Monday, April 25, 2011

From the Slum to the Center: Robert Moses and the Creation of Lincoln Center

Today, Lincoln Center exists as one of the world's premier performance venues, a home to the New York City Opera, New York Philharmonic, New York City Ballet, and the Metropolitan Opera, among other world-renowned performance troupes. While the Center's notoriety may lend it a certain timeless quality, construction of the site only began a mere fifty-two years ago. Before President Dwight D. Eisenhower broke ground on the construction site in 1959, the land and its immediate surroundings were home to over 7000 residents of the neighborhood then called Lincoln Square. This transformation from so-called slum to cultural center is a prime example of the urban gentrification led by developer Robert Moses throughout the 1950s and 1960s. In addition, it brings into focus the attitudes of city government towards racial and ethnic minorities during post-war era, and the effect of these attitudes on public policy at large.

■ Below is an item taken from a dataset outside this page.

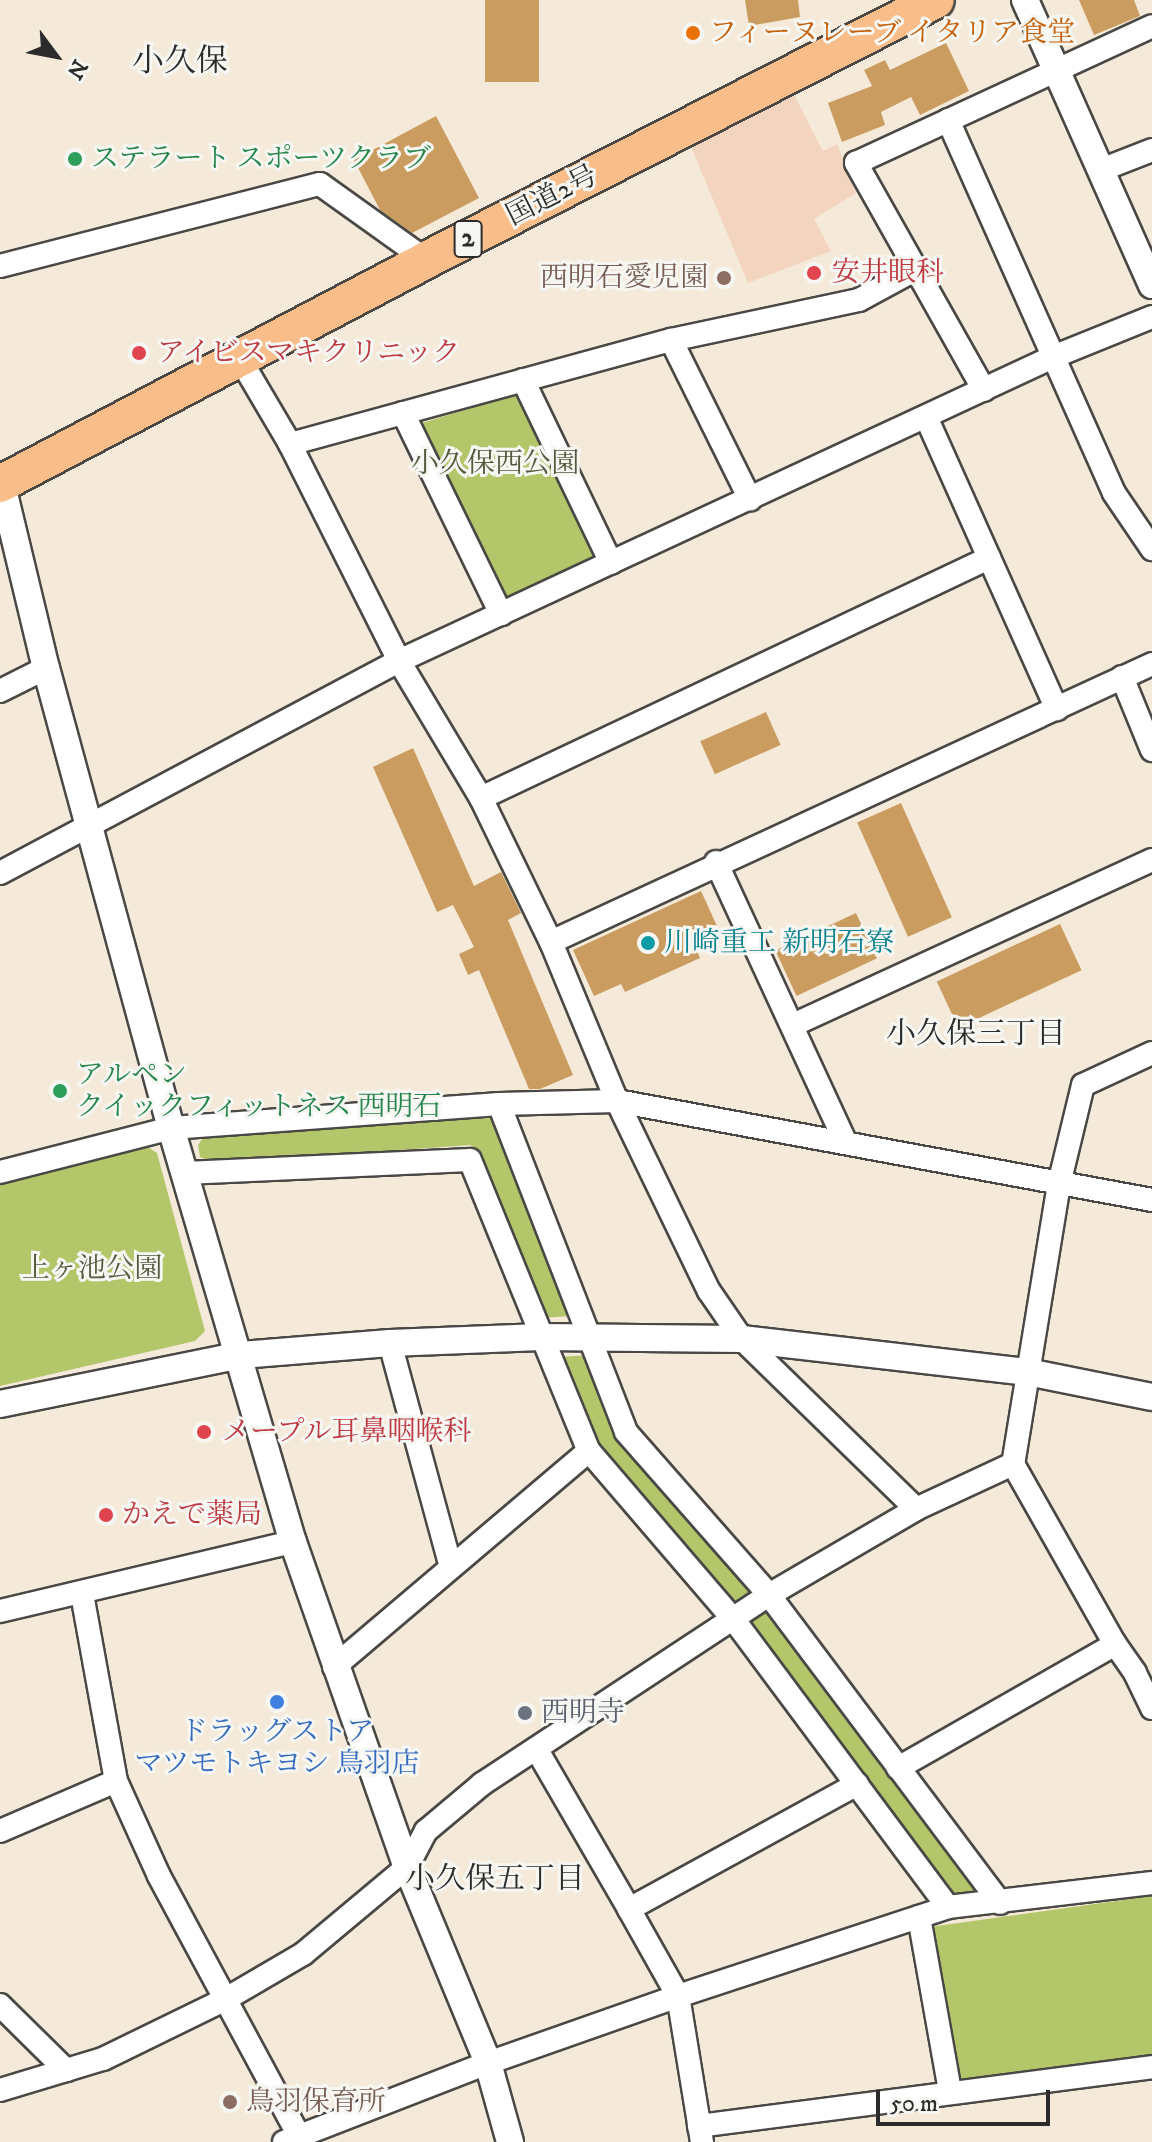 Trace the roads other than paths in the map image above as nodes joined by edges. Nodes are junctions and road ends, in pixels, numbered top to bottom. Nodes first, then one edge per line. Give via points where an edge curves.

Between 1950 and 1957, New York City lost over 750,000 white middle class inhabitants to the suburbs (Dodson, 1960). During the same period of time, the city witnessed a vast migration of black and Puerto Rican residents, totaling over 650,000 new Manhattan residents of these ethnic minorities (Dodson, 1960). In order to curb this rapid change in racial demographics, the city's government began to heavily employ the powers it was granted by the Housing Act of 1949, which included extended eminent domain to over densely populated areas deemed “slums” (“Slum Clearance,” 2005). After Robert Moses, a famed developer and close friend of New York Senator Robert Taft and Mayor Robert Wagner, named himself the chairman of the New York City Slum Clearance Committee that was warranted by Title I of the Housing Act of 1949, he began a city-wide push to rid the metropolis of the dense slums populated largely by black and Hispanic residents, and create more attractions to bring back the city's white middle class (“Slum Clearance,” 2005). One such effort was Lincoln Center, a proposed cultural center that would be made more accessible to white commuters via massive highways and parking lots. In order to create this cultural center, however, Moses faced one obstacle: the residents of Lincoln Square.

Lincoln Square

Lincoln Square, 1957

Before Moses proposed the site for the new Lincoln Center, the plot of land from West 59th Street to West 72nd Street between Central Park and the Hudson River was home to one of the largest black and Hispanic communities in Manhattan (Strausbaugh, 2008). It's center, San Juan Hill, is known as the birthplace of bebop and the Charleston, as well as the hometown of Thelonius Monk (Strausbaugh, 2008). The cultural history of Lincoln Square and San Juan Hill leading up to the construction of Lincoln Center are explored in depth in the following multimedia edition of The New York Times' Weekend Explorer from February 2008. Particularly interesting are the sections about the neighborhood's background (start through 3:07), interviews about Thelonius Monk (4:03 through 4:36), and childhood in San Juan Hill (6:12 through 6:45).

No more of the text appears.